RECORD EXTRACTS START
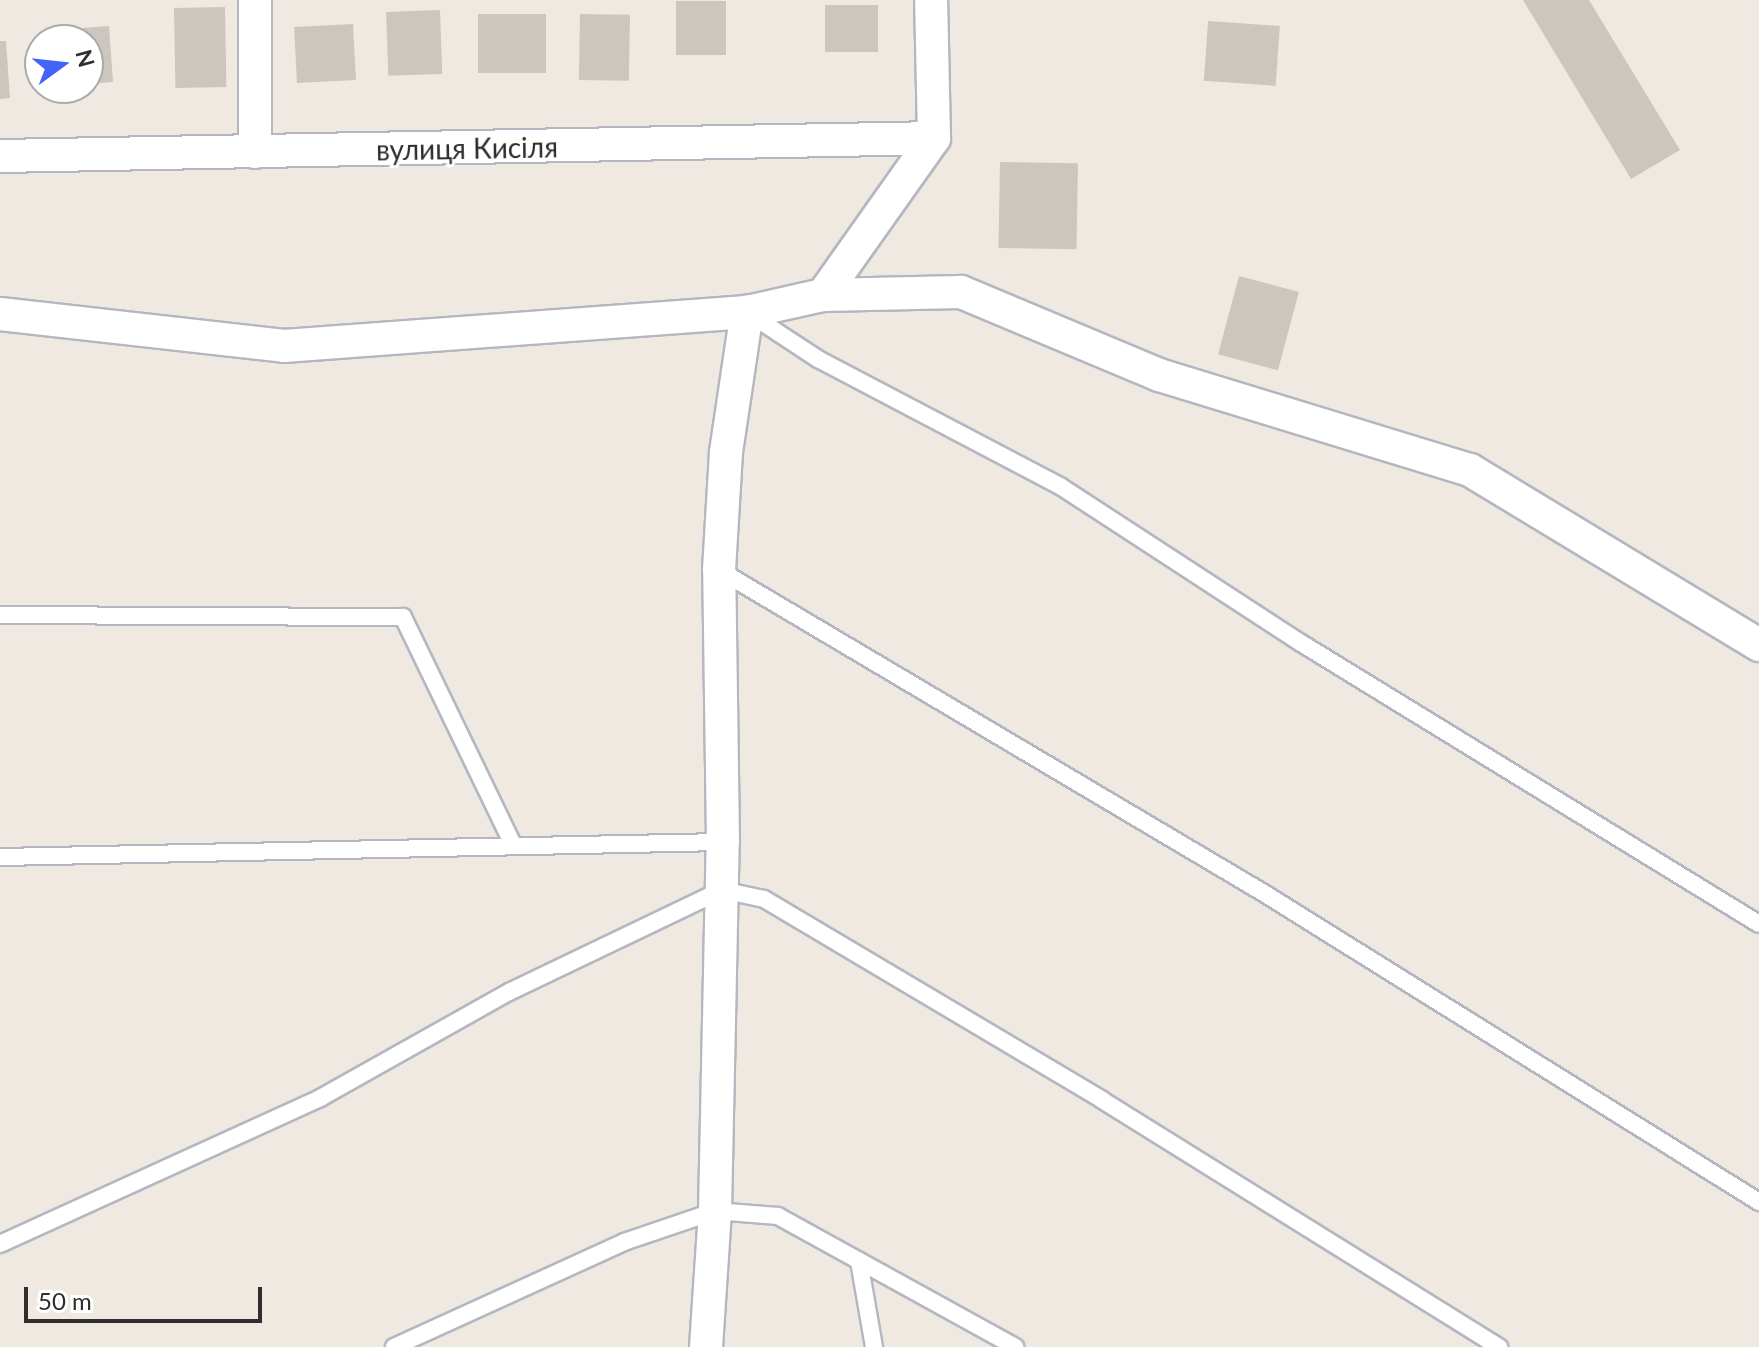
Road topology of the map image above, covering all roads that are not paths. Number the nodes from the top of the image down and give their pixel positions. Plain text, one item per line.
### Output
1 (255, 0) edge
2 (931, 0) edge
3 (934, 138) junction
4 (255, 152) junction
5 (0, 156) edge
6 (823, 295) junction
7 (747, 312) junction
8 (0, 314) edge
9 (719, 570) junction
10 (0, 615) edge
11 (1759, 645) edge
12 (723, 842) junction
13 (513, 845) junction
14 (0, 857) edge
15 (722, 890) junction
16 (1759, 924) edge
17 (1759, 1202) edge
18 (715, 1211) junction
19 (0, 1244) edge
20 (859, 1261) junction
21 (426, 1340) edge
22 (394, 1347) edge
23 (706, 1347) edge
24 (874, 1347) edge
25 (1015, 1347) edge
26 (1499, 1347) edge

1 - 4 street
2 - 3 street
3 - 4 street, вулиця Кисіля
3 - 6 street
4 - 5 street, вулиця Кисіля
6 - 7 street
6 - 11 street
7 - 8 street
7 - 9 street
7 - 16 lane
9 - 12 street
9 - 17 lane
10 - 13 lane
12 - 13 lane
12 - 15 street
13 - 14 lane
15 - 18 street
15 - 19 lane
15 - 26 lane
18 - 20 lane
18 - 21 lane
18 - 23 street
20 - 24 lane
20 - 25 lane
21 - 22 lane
RECORD EXTRACTS END
Output the entries above verbatim. Omit the images.

- **RESPONSE AREA**:
Road topology of the map image above, covering all roads that are not paths. Number the nodes from the top of the image down and give their pixel positions. Plain text, one item per line.
### Output
1 (255, 0) edge
2 (931, 0) edge
3 (934, 138) junction
4 (255, 152) junction
5 (0, 156) edge
6 (823, 295) junction
7 (747, 312) junction
8 (0, 314) edge
9 (719, 570) junction
10 (0, 615) edge
11 (1759, 645) edge
12 (723, 842) junction
13 (513, 845) junction
14 (0, 857) edge
15 (722, 890) junction
16 (1759, 924) edge
17 (1759, 1202) edge
18 (715, 1211) junction
19 (0, 1244) edge
20 (859, 1261) junction
21 (426, 1340) edge
22 (394, 1347) edge
23 (706, 1347) edge
24 (874, 1347) edge
25 (1015, 1347) edge
26 (1499, 1347) edge

1 - 4 street
2 - 3 street
3 - 4 street, вулиця Кисіля
3 - 6 street
4 - 5 street, вулиця Кисіля
6 - 7 street
6 - 11 street
7 - 8 street
7 - 9 street
7 - 16 lane
9 - 12 street
9 - 17 lane
10 - 13 lane
12 - 13 lane
12 - 15 street
13 - 14 lane
15 - 18 street
15 - 19 lane
15 - 26 lane
18 - 20 lane
18 - 21 lane
18 - 23 street
20 - 24 lane
20 - 25 lane
21 - 22 lane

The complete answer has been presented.